* **ABOUT THIS TASK**
Your response should reproduce every line of the entries that contains the word "links".

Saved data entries
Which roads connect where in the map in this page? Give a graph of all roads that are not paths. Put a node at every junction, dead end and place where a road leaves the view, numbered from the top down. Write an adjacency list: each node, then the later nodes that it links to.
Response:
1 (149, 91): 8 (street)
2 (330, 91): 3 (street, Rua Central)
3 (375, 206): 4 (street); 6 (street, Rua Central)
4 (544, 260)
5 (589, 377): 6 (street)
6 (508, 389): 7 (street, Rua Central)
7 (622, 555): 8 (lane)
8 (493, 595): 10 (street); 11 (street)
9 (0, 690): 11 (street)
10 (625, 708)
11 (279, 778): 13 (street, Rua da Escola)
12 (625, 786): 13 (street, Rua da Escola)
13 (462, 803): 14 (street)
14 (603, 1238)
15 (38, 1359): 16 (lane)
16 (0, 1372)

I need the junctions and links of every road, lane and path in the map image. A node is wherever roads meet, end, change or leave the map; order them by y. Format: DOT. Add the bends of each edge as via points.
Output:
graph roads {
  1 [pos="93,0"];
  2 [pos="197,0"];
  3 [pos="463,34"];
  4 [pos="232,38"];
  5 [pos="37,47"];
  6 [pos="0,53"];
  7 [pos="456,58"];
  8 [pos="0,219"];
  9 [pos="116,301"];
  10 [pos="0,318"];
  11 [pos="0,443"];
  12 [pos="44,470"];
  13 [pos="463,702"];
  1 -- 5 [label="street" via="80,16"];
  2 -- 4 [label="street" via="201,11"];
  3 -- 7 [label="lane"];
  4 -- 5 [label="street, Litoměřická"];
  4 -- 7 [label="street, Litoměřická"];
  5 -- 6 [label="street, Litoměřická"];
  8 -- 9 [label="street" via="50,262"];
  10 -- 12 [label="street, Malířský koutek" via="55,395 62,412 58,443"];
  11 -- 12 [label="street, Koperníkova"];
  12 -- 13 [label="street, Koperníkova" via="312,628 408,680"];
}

* **RESULT OF THE EXERCISE**
Which roads connect where in the map in this page? Give a graph of all roads that are not paths. Put a node at every junction, dead end and place where a road leaves the view, numbered from the top down. Write an adjacency list: each node, then the later nodes that it links to.
I need the junctions and links of every road, lane and path in the map image. A node is wherever roads meet, end, change or leave the map; order them by y. Format: DOT. Add the bends of each edge as via points.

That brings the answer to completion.